What’s with the tree cutting along American River Parkway?

Here’s what we know about the American River Levees project in Sacramento.

A view Sacramento's American River Parkway with trees that have been cut down on the opposite bank of the river.

Work zones like this can be see all along the American River Parkway.

Photo by SACtoday staff

We recently received an e-mail from reader Laura W. asking us why so many trees are being cut down along the American River Parkway — so we figured now would be a great time to take a look at the American River Levees project.

Jointly funded by federal, state, and local dollars, the American River Levees (ARL) project is just one part of a larger project from the US Army Corps of Engineers (USACE) that aims to improve levees across our region’s floodplains.
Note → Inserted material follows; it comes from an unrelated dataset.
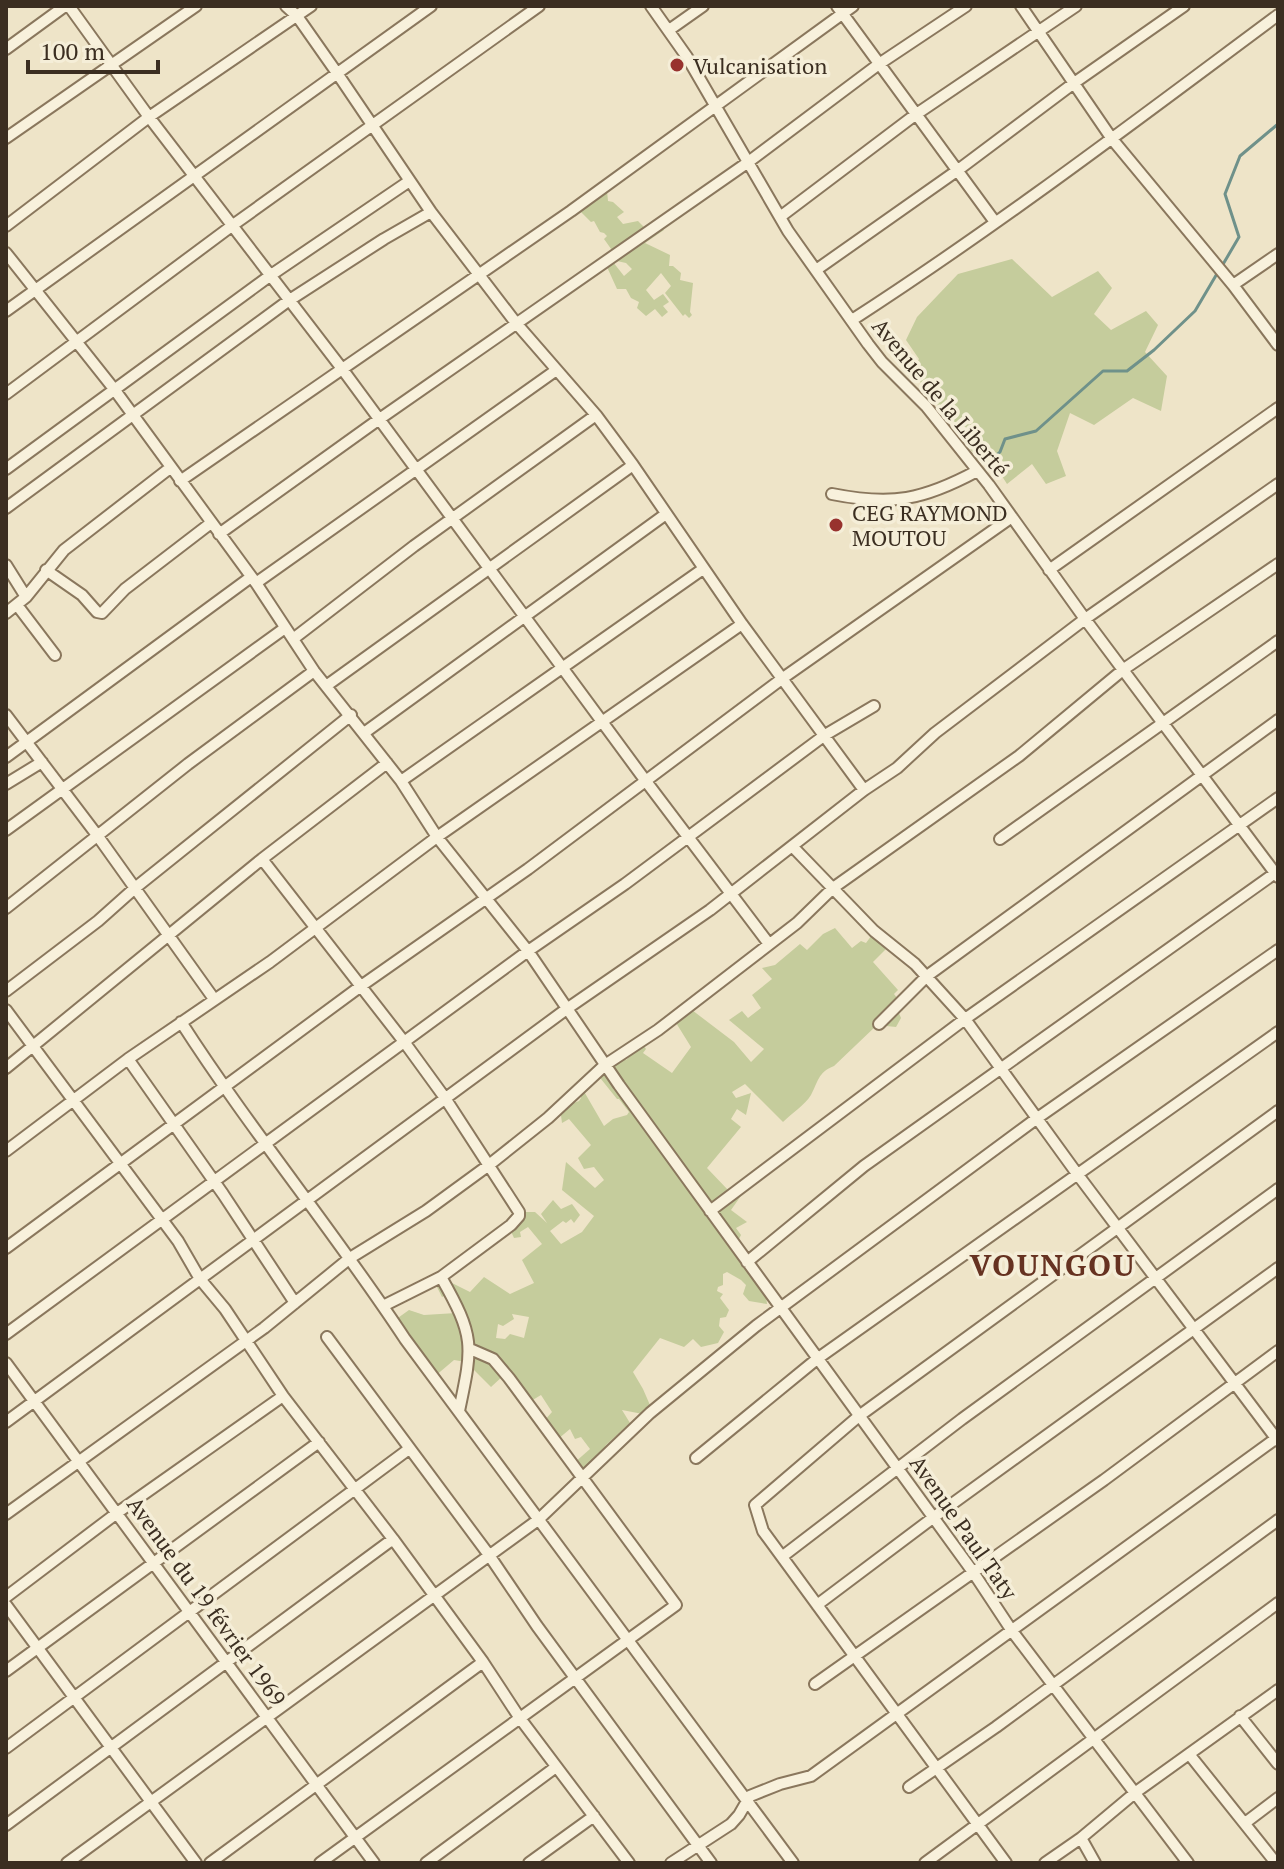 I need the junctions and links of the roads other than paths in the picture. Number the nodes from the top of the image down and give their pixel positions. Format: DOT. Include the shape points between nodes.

The ARL would add 11 miles of protection to the banks of the Lower American River.

The plan also addresses stability, erosion, height concerns, and seepage along sections of Arcade Creek, Magpie Creek, and the Natomas East Main Drainage Canal.

Community advocacy group American River Trees is urging USACE to reevaluate its plan in an effort to stop the removal of an alleged 500 trees, claiming it will “diminish our parkway’s beauty and recreational values.”

In response to pushback from local advocacy groups like American River Trees, USACE has extended its public comment period until Friday, Feb. 23. Send them an email to make your voice heard, and let us know your thoughts on the project.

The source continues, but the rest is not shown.